What you produce should be an exact transcription of the data, minus any pictures.
++++ DATA UNDER STUDY
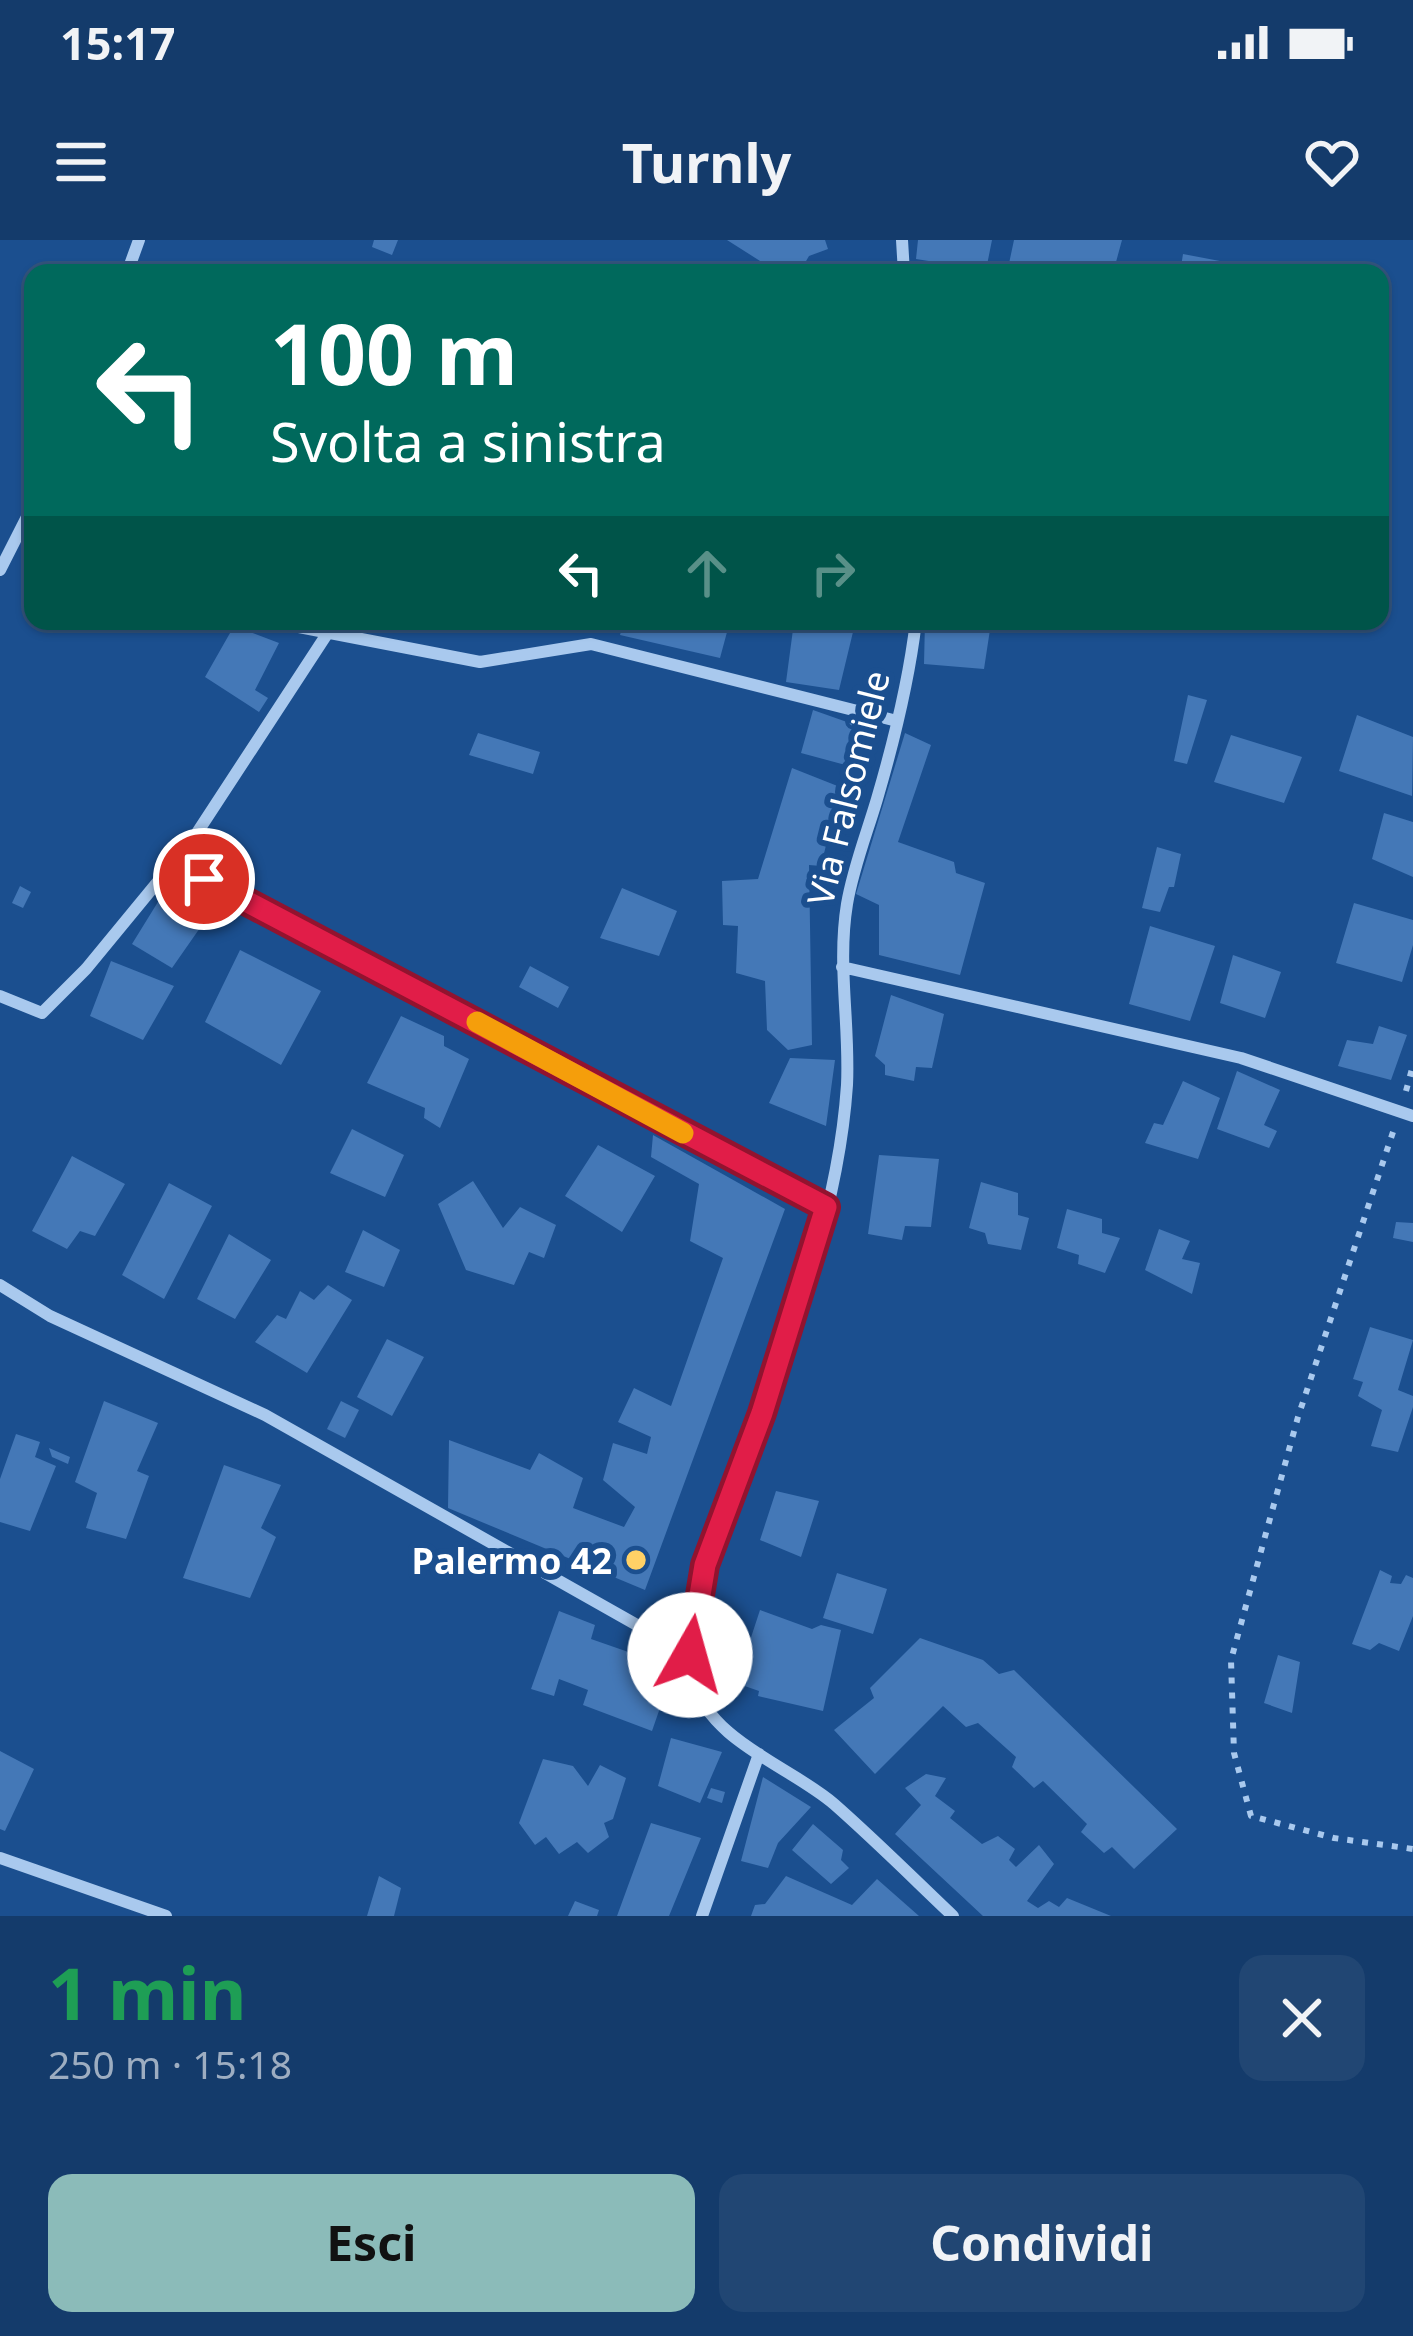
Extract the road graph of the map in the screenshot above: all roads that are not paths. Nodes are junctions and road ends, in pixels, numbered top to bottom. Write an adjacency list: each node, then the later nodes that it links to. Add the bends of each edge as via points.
1 (24, 523): 2 (street)
2 (0, 570)
3 (309, 630): 5 (street)
4 (914, 630): 6 (street, Via Falsomiele)
5 (327, 634): 6 (street, via 480,662 591,644); 7 (street)
6 (897, 721): 8 (street, Via Falsomiele, via 847,902)
7 (193, 839): 9 (street, via 42,1013); 11 (street, via 204,879)
8 (842, 967): 10 (street, via 1241,1058); 11 (street, Via Falsomiele, via 847,1079)
9 (0, 996)
10 (1406, 1114)
11 (826, 1207): 13 (street, Via Falsomiele, via 705,1565)
12 (0, 1285): 13 (street, via 265,1415)
13 (690, 1655): 14 (street, Via Falsomiele, via 705,1706)
14 (759, 1754): 17 (street); 18 (street, Via Falsomiele, via 830,1800)
15 (0, 1858): 16 (street)
16 (166, 1916)
17 (702, 1916)
18 (953, 1916)

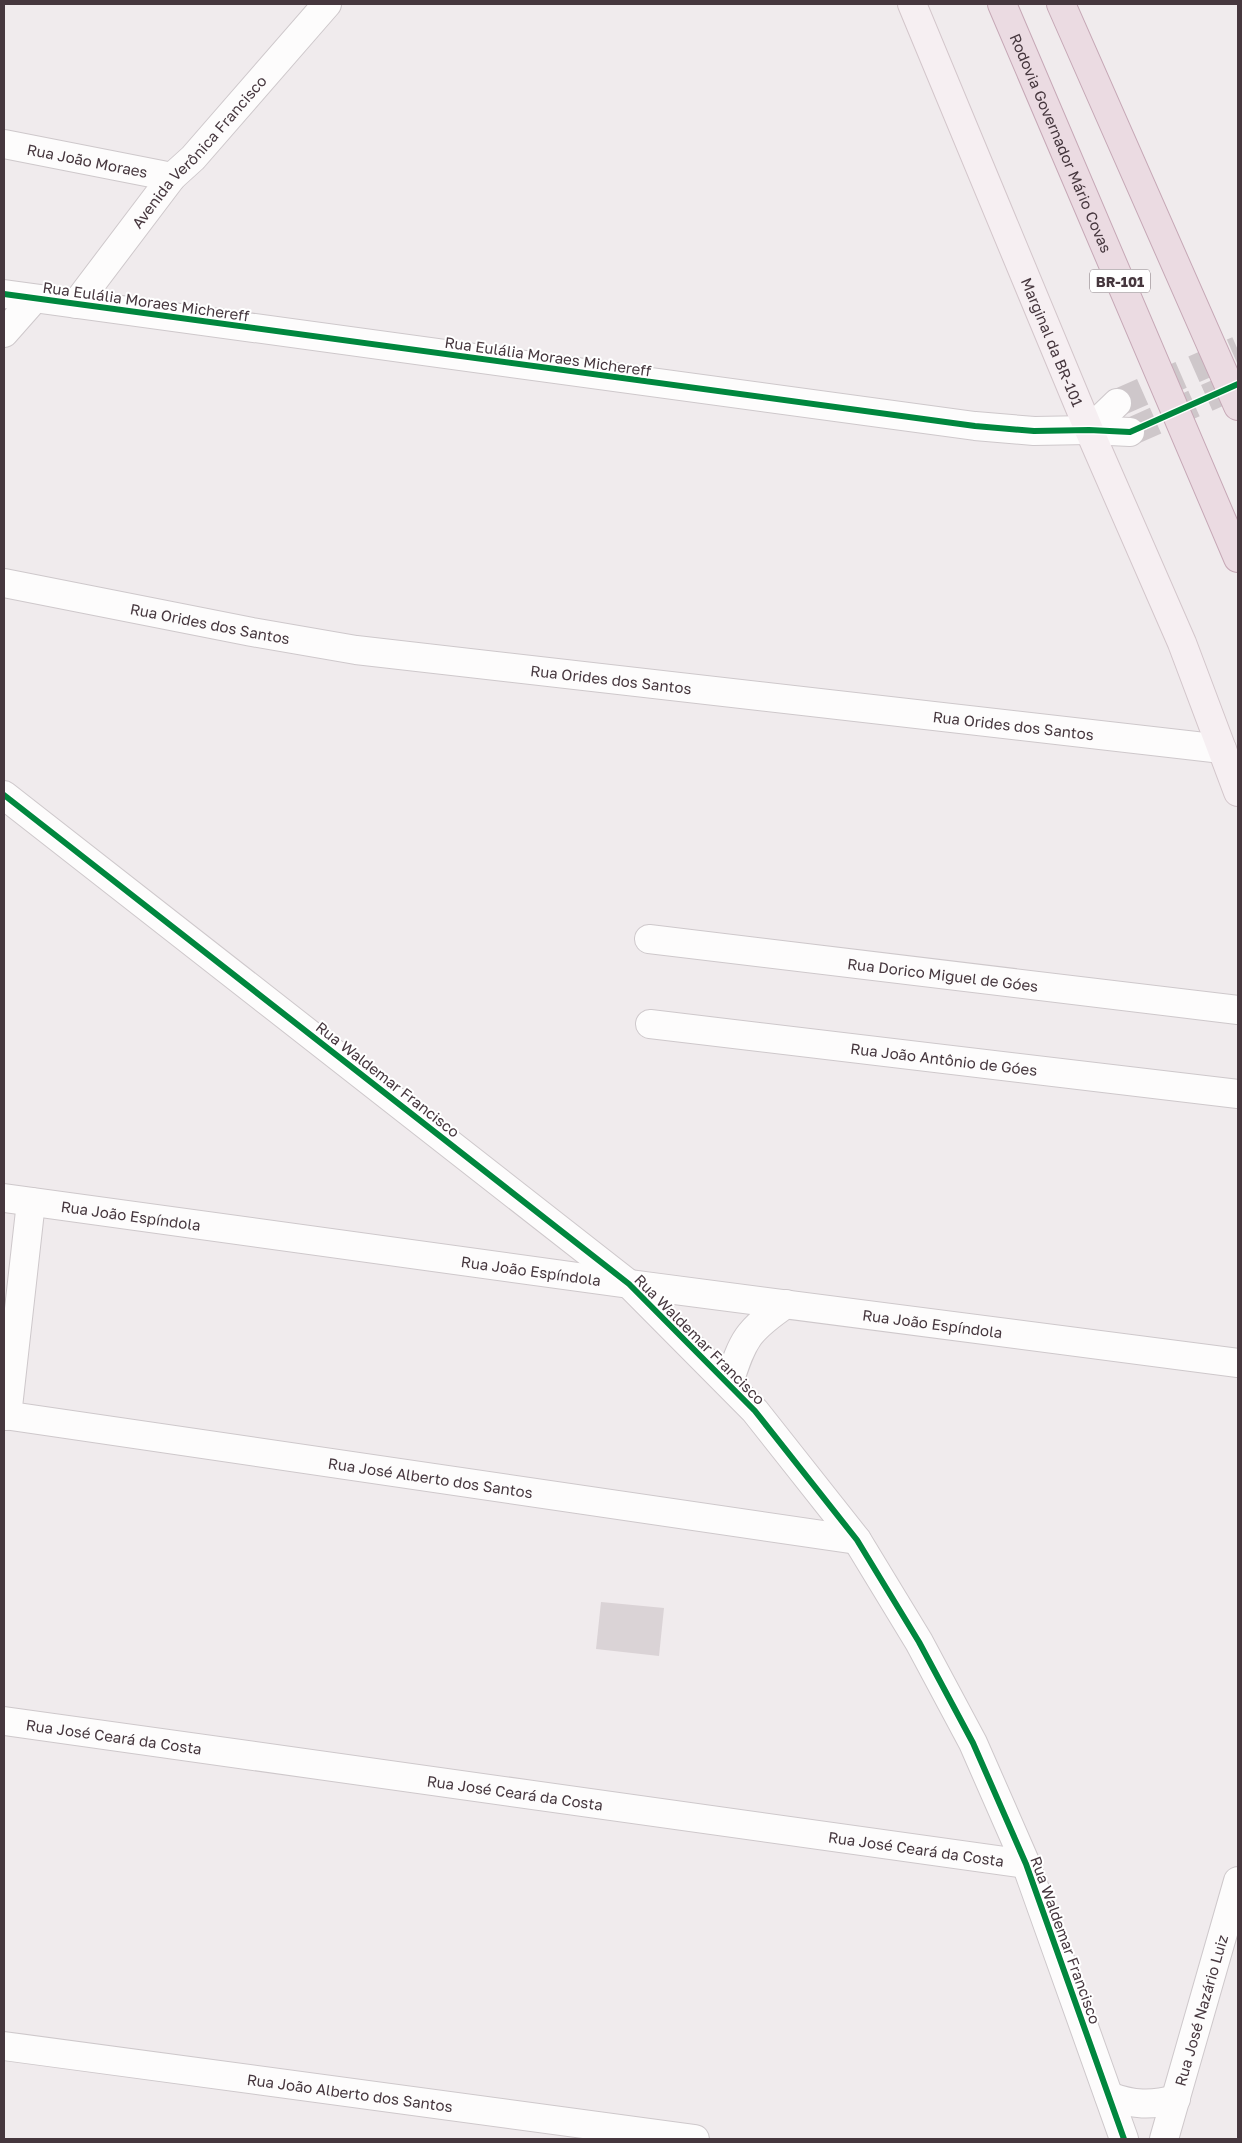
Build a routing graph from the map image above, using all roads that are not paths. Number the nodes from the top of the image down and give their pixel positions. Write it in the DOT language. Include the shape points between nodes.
++++++++
* [SOLUTION FOR THIS EXERCISE]
Extract the road graph of the map in the screenshot above: all roads that are not paths. Nodes are junctions and road ends, in pixels, numbered top to bottom. Write an adjacency list: each node, then the later nodes that it links to. Add the bends of each edge as via points.
1 (24, 523): 2 (street)
2 (0, 570)
3 (309, 630): 5 (street)
4 (914, 630): 6 (street, Via Falsomiele)
5 (327, 634): 6 (street, via 480,662 591,644); 7 (street)
6 (897, 721): 8 (street, Via Falsomiele, via 847,902)
7 (193, 839): 9 (street, via 42,1013); 11 (street, via 204,879)
8 (842, 967): 10 (street, via 1241,1058); 11 (street, Via Falsomiele, via 847,1079)
9 (0, 996)
10 (1406, 1114)
11 (826, 1207): 13 (street, Via Falsomiele, via 705,1565)
12 (0, 1285): 13 (street, via 265,1415)
13 (690, 1655): 14 (street, Via Falsomiele, via 705,1706)
14 (759, 1754): 17 (street); 18 (street, Via Falsomiele, via 830,1800)
15 (0, 1858): 16 (street)
16 (166, 1916)
17 (702, 1916)
18 (953, 1916)

Build a routing graph from the map image above, using all roads that are not paths. Number the nodes from the top of the image down and give their pixel positions. Write it in the DOT language. Include the shape points between nodes.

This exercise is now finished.